Why Did the U.S. House Pass An Amendment Barring the Pentagon From Investigating Climate Change?

No, that’s not a typo. The amendment to the National Defense Authorization bill was brought by Republican Representative David McKinley of West Virginia. It prevents the Department of Defense from spending any of its funding to assess the risks of climate and its implications on national defense.

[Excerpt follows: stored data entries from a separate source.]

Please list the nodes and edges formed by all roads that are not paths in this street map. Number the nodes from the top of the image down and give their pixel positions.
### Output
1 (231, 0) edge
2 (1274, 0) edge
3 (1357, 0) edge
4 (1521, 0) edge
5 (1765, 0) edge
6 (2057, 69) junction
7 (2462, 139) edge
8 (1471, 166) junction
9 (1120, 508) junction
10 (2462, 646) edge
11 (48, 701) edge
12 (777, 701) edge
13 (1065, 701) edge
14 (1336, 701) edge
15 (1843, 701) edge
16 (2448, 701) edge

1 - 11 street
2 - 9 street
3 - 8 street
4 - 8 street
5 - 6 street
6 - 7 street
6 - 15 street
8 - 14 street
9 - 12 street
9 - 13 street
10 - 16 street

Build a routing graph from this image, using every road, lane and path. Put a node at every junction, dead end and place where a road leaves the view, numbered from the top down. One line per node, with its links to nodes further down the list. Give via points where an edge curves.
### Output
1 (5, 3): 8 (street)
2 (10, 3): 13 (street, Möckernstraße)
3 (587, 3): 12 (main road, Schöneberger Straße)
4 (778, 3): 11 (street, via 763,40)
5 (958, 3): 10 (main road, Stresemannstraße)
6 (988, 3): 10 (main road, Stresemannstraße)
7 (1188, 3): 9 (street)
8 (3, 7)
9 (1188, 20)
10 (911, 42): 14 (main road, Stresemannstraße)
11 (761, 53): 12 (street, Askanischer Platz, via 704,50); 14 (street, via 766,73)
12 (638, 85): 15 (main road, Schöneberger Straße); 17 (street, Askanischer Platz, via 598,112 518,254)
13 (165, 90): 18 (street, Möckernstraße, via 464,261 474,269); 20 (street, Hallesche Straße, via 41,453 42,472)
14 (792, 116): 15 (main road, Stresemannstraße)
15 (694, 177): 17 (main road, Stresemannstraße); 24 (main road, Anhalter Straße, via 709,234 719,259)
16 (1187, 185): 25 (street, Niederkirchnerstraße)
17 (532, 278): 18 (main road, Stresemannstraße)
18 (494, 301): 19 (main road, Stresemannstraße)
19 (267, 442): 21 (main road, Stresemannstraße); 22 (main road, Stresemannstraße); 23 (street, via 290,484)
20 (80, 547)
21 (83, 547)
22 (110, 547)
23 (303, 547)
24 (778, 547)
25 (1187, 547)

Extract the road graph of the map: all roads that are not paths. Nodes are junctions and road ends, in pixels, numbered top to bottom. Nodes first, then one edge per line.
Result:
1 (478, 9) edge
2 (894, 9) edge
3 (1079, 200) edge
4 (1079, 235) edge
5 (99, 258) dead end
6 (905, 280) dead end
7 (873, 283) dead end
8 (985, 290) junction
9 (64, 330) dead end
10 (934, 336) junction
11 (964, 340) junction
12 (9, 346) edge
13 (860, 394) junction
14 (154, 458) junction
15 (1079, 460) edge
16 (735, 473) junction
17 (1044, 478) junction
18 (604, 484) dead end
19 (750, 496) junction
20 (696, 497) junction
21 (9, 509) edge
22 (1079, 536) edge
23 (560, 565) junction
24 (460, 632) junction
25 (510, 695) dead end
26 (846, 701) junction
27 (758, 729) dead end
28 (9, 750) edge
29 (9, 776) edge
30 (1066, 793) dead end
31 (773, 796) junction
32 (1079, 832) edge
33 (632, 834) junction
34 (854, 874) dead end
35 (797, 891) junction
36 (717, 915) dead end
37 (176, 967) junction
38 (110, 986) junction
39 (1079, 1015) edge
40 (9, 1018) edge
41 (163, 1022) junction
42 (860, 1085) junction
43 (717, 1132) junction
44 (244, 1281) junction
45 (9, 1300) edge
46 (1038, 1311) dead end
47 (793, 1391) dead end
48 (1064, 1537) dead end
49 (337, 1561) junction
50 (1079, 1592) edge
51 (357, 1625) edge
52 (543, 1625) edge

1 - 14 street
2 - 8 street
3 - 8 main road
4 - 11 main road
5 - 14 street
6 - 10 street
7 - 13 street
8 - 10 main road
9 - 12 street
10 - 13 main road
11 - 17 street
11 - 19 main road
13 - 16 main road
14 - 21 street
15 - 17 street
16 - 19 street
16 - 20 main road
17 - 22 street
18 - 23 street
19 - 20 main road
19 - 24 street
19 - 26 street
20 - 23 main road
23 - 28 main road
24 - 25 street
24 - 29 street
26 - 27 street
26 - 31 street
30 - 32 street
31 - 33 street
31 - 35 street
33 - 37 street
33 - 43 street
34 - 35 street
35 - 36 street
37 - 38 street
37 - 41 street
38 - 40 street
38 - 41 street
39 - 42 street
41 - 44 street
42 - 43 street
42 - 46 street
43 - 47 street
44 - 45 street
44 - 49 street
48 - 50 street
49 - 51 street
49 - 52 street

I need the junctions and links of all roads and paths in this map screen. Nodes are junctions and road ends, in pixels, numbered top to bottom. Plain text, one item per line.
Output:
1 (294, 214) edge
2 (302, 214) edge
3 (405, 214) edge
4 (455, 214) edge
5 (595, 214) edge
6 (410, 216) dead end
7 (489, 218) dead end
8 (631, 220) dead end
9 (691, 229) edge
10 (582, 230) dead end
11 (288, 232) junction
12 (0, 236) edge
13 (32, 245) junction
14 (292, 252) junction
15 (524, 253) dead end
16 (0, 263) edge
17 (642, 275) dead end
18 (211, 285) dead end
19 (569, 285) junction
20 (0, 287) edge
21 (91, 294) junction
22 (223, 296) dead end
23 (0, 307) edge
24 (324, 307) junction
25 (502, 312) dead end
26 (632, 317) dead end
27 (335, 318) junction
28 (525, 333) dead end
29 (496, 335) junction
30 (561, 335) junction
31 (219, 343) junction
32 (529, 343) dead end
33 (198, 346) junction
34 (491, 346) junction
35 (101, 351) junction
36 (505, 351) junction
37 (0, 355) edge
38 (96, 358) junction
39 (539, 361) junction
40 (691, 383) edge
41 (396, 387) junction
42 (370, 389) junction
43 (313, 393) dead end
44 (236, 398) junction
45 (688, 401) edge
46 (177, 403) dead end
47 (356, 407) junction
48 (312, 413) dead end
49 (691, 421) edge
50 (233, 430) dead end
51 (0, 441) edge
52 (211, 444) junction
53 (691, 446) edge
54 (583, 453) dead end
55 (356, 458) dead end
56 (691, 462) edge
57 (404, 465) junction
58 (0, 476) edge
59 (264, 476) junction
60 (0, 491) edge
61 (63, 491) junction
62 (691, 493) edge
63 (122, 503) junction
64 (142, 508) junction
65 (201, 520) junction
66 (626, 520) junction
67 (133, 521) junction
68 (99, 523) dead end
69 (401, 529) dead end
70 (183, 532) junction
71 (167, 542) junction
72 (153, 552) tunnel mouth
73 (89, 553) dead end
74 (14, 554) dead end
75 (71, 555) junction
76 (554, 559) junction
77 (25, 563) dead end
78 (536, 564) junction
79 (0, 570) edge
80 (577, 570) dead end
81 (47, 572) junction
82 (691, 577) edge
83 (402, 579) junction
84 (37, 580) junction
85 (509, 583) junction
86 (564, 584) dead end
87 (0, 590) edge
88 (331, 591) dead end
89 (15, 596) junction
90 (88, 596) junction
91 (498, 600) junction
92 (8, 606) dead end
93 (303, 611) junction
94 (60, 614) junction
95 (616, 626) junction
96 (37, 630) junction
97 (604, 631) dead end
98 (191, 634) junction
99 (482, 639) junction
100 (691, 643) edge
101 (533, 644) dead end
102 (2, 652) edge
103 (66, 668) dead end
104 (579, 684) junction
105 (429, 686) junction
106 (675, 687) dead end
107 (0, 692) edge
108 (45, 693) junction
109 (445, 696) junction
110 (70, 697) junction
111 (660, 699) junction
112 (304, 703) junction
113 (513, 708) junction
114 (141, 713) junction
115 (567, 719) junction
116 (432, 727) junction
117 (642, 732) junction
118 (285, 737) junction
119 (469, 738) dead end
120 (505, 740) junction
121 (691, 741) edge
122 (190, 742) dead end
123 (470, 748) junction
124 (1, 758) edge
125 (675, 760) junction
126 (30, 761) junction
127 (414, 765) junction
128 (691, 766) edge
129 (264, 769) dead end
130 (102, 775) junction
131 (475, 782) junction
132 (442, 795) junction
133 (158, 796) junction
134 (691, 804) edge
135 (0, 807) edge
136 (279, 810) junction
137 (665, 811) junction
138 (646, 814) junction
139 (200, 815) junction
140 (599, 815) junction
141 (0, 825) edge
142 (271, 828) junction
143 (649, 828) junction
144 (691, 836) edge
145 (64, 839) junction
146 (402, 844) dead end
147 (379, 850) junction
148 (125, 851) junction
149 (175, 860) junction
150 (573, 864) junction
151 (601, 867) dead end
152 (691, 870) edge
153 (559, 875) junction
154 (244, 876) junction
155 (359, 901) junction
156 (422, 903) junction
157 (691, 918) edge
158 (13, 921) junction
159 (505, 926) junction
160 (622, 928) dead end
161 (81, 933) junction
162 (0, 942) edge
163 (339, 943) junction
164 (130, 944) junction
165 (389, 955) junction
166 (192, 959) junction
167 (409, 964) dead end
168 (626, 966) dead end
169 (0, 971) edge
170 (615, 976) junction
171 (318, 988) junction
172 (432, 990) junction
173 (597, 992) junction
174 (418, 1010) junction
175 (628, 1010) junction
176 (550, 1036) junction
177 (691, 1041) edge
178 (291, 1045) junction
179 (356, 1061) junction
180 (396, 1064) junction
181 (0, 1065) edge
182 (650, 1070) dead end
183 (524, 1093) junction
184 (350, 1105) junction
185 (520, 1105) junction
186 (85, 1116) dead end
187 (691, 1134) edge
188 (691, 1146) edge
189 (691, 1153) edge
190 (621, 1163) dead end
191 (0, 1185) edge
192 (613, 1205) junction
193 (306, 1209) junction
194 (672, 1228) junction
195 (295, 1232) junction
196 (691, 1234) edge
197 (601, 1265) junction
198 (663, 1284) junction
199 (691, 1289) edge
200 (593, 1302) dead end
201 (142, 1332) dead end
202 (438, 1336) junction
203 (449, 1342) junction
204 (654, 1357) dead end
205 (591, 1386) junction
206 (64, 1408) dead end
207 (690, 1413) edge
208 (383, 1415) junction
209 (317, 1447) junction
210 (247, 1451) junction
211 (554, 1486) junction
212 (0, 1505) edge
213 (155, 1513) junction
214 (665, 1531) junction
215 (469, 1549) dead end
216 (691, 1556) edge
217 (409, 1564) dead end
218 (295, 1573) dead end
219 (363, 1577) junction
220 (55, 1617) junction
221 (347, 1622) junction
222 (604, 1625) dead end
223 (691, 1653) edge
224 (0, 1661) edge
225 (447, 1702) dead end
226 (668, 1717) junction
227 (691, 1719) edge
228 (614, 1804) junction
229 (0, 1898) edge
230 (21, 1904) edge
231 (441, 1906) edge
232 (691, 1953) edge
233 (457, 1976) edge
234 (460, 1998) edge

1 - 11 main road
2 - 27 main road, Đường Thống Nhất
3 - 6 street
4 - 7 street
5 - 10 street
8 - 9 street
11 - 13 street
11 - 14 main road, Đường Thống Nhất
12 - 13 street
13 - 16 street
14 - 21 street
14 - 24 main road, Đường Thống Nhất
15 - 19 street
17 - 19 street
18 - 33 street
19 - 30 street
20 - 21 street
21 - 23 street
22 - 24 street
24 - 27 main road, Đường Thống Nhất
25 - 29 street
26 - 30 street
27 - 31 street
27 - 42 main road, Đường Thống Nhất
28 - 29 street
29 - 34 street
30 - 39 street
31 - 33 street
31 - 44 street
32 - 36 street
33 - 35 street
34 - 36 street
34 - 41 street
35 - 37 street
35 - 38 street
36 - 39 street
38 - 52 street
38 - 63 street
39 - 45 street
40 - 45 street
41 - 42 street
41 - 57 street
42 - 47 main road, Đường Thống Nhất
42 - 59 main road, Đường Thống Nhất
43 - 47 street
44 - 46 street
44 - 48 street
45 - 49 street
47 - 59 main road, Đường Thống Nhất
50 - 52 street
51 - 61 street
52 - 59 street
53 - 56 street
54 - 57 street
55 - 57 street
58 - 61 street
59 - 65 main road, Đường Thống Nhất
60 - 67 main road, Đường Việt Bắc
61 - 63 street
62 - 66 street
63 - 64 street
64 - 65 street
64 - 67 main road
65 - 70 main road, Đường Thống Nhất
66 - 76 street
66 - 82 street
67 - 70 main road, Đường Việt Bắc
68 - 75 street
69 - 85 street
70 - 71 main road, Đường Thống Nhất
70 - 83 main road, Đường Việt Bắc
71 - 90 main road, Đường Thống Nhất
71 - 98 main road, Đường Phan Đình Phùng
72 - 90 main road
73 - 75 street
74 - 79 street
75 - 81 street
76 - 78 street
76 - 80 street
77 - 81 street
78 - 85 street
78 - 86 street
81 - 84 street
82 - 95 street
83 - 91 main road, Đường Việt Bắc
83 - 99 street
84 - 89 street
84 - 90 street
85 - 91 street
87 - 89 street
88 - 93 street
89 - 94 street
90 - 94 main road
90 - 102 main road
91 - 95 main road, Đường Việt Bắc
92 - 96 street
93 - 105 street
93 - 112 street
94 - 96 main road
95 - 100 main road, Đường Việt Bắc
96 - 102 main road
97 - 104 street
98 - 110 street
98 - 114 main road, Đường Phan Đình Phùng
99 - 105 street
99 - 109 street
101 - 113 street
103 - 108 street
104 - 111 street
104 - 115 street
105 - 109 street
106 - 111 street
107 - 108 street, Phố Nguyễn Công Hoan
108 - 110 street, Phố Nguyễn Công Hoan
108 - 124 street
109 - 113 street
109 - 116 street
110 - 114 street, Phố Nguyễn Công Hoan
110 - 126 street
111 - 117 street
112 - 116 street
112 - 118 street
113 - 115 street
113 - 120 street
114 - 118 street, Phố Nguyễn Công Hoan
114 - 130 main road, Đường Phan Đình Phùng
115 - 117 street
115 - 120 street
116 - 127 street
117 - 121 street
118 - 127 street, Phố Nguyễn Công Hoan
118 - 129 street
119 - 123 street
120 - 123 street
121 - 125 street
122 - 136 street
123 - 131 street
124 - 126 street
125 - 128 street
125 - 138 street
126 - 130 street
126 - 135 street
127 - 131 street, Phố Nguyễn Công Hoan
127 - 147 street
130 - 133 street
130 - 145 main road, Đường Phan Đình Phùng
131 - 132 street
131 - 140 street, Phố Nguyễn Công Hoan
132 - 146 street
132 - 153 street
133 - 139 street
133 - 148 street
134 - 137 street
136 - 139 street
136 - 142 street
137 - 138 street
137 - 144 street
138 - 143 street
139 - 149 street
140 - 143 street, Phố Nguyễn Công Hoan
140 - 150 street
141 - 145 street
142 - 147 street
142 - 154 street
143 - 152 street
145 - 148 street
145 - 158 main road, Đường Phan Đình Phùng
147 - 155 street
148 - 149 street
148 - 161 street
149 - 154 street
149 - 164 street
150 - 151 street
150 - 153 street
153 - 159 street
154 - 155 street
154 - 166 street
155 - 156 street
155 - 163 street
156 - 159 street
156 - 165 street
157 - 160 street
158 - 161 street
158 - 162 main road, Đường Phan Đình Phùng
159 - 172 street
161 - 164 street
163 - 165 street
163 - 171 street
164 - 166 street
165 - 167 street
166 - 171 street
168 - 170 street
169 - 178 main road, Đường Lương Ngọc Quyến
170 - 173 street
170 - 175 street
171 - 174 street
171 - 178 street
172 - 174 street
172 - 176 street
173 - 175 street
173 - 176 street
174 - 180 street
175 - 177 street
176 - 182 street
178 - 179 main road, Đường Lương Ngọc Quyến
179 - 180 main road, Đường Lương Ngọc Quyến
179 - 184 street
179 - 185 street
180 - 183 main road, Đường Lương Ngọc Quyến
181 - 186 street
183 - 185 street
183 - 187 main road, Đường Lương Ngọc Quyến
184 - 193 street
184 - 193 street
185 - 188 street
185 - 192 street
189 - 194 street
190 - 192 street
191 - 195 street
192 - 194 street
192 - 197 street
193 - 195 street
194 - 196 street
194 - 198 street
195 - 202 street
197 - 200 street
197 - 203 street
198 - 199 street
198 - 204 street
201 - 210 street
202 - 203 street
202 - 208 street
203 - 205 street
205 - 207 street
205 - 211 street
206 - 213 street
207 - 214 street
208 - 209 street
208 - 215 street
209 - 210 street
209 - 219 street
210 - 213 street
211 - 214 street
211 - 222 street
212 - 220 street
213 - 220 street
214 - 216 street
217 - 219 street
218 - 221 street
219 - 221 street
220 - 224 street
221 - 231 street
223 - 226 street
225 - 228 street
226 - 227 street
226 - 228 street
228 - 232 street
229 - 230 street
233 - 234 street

Here’s how the amendment reads:

“None of the funds authorized to be appropriated or otherwise made available by this Act may be used to implement the U.S. Global Change Research Program National Climate Assessment, the Intergovernmental Panel on Climate Change’s Fifth Assessment Report, the United Nation’s Agenda 21 sustainable development plan, or the May 2013 Technical Update of the Social Cost of Carbon for Regulatory Impact Analysis Under Executive Order 12866.”

Rep. David McKinley

McKinley, who has had a significant portion of his political campaigns financed by the oil and mining industries, wrote the following in a memo to his colleagues in the House:

“This amendment will prohibit the costs of the President’s climate change policies being forced on the Department of Defense by the Obama Administration… The climate is obviously changing; it has always been changing. With all the unrest around the [world], why should Congress divert funds from the mission of our military and national security to support a political ideology?”

Just last year though, the Department of Defense published an evaluation of climate change in which they stated that climate change has adverse effects on infrastructure here in the U.S. and called the impacts of climate change abroad “threat multipliers”, because of their potential to exacerbate issues such as,

“poverty, environmental degradation, political instability and social tensions — conditions that can enable terrorist activity and other forms of violence.”

Former Secretary of Defense Leon Panetta in 2012: “The area of climate change has a dramatic impact on national security” (Photo: DOD/Erin A. Kirk-Cuomo)

Furthermore, this issue is not as politically-charged as McKinley would have you think. During the second Bush administration, Congress ordered a National Intelligence Assessment of climate change, which concluded that it was a serious threat to national security.

Even Tom Ridge, who served as Secretary of Homeland Security under Bush, admitted this week that climate change is, “a real serious problem,” saying that it would, “bring destruction and economic damage”.